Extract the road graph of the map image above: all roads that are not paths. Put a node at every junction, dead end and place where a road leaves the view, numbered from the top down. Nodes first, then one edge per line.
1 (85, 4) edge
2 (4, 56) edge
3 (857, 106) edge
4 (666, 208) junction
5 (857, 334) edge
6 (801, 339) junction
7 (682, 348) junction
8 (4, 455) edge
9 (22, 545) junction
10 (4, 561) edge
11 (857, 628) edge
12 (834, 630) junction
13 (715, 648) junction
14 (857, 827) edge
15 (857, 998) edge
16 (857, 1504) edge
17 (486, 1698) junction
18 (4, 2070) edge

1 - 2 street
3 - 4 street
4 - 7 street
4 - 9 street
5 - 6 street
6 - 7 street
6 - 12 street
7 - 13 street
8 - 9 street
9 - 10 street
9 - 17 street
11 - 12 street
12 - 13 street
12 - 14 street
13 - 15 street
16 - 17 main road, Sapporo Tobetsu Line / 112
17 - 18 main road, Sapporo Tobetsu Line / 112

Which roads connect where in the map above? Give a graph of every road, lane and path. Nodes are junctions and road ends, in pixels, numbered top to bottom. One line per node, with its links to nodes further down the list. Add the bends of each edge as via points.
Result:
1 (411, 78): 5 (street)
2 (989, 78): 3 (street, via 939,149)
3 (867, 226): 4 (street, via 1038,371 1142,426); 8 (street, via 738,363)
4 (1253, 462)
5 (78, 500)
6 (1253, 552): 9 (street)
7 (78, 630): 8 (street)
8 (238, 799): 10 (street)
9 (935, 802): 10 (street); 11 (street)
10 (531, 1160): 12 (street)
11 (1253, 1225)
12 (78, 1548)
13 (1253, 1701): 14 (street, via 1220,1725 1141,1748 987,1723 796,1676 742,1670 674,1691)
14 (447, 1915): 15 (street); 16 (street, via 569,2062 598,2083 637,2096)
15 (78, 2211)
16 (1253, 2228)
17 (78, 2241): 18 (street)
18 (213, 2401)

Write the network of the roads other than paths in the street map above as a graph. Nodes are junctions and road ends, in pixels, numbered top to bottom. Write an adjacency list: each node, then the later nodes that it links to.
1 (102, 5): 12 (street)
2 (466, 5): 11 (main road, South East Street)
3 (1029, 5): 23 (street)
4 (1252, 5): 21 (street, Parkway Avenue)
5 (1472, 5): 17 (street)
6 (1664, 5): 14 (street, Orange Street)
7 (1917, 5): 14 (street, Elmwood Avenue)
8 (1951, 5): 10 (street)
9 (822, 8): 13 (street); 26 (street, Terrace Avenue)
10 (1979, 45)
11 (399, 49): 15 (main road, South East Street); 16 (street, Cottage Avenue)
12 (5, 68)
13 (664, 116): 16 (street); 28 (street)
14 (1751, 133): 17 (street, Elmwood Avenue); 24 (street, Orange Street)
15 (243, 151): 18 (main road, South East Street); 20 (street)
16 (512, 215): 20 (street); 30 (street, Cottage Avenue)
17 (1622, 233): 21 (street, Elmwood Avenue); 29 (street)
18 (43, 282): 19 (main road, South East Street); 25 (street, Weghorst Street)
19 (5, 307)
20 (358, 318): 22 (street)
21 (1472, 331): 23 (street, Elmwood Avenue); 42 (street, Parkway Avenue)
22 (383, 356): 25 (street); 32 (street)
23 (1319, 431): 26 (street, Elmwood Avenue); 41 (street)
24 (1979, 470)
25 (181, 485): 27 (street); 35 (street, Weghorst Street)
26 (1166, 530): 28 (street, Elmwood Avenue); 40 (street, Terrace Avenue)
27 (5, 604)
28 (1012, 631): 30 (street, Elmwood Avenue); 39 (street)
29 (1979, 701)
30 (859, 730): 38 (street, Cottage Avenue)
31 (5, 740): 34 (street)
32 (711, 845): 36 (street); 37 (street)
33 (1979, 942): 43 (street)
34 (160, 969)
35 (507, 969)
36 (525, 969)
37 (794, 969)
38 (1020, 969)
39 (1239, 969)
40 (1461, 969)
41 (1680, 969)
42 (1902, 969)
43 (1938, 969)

━━━━━━━━━━

Please write out all of the records above, character for character.

_Expected answer_
Extract the road graph of the map image above: all roads that are not paths. Put a node at every junction, dead end and place where a road leaves the view, numbered from the top down. Nodes first, then one edge per line.
1 (85, 4) edge
2 (4, 56) edge
3 (857, 106) edge
4 (666, 208) junction
5 (857, 334) edge
6 (801, 339) junction
7 (682, 348) junction
8 (4, 455) edge
9 (22, 545) junction
10 (4, 561) edge
11 (857, 628) edge
12 (834, 630) junction
13 (715, 648) junction
14 (857, 827) edge
15 (857, 998) edge
16 (857, 1504) edge
17 (486, 1698) junction
18 (4, 2070) edge

1 - 2 street
3 - 4 street
4 - 7 street
4 - 9 street
5 - 6 street
6 - 7 street
6 - 12 street
7 - 13 street
8 - 9 street
9 - 10 street
9 - 17 street
11 - 12 street
12 - 13 street
12 - 14 street
13 - 15 street
16 - 17 main road, Sapporo Tobetsu Line / 112
17 - 18 main road, Sapporo Tobetsu Line / 112

Which roads connect where in the map above? Give a graph of every road, lane and path. Nodes are junctions and road ends, in pixels, numbered top to bottom. One line per node, with its links to nodes further down the list. Add the bends of each edge as via points.
Result:
1 (411, 78): 5 (street)
2 (989, 78): 3 (street, via 939,149)
3 (867, 226): 4 (street, via 1038,371 1142,426); 8 (street, via 738,363)
4 (1253, 462)
5 (78, 500)
6 (1253, 552): 9 (street)
7 (78, 630): 8 (street)
8 (238, 799): 10 (street)
9 (935, 802): 10 (street); 11 (street)
10 (531, 1160): 12 (street)
11 (1253, 1225)
12 (78, 1548)
13 (1253, 1701): 14 (street, via 1220,1725 1141,1748 987,1723 796,1676 742,1670 674,1691)
14 (447, 1915): 15 (street); 16 (street, via 569,2062 598,2083 637,2096)
15 (78, 2211)
16 (1253, 2228)
17 (78, 2241): 18 (street)
18 (213, 2401)

Write the network of the roads other than paths in the street map above as a graph. Nodes are junctions and road ends, in pixels, numbered top to bottom. Write an adjacency list: each node, then the later nodes that it links to.
1 (102, 5): 12 (street)
2 (466, 5): 11 (main road, South East Street)
3 (1029, 5): 23 (street)
4 (1252, 5): 21 (street, Parkway Avenue)
5 (1472, 5): 17 (street)
6 (1664, 5): 14 (street, Orange Street)
7 (1917, 5): 14 (street, Elmwood Avenue)
8 (1951, 5): 10 (street)
9 (822, 8): 13 (street); 26 (street, Terrace Avenue)
10 (1979, 45)
11 (399, 49): 15 (main road, South East Street); 16 (street, Cottage Avenue)
12 (5, 68)
13 (664, 116): 16 (street); 28 (street)
14 (1751, 133): 17 (street, Elmwood Avenue); 24 (street, Orange Street)
15 (243, 151): 18 (main road, South East Street); 20 (street)
16 (512, 215): 20 (street); 30 (street, Cottage Avenue)
17 (1622, 233): 21 (street, Elmwood Avenue); 29 (street)
18 (43, 282): 19 (main road, South East Street); 25 (street, Weghorst Street)
19 (5, 307)
20 (358, 318): 22 (street)
21 (1472, 331): 23 (street, Elmwood Avenue); 42 (street, Parkway Avenue)
22 (383, 356): 25 (street); 32 (street)
23 (1319, 431): 26 (street, Elmwood Avenue); 41 (street)
24 (1979, 470)
25 (181, 485): 27 (street); 35 (street, Weghorst Street)
26 (1166, 530): 28 (street, Elmwood Avenue); 40 (street, Terrace Avenue)
27 (5, 604)
28 (1012, 631): 30 (street, Elmwood Avenue); 39 (street)
29 (1979, 701)
30 (859, 730): 38 (street, Cottage Avenue)
31 (5, 740): 34 (street)
32 (711, 845): 36 (street); 37 (street)
33 (1979, 942): 43 (street)
34 (160, 969)
35 (507, 969)
36 (525, 969)
37 (794, 969)
38 (1020, 969)
39 (1239, 969)
40 (1461, 969)
41 (1680, 969)
42 (1902, 969)
43 (1938, 969)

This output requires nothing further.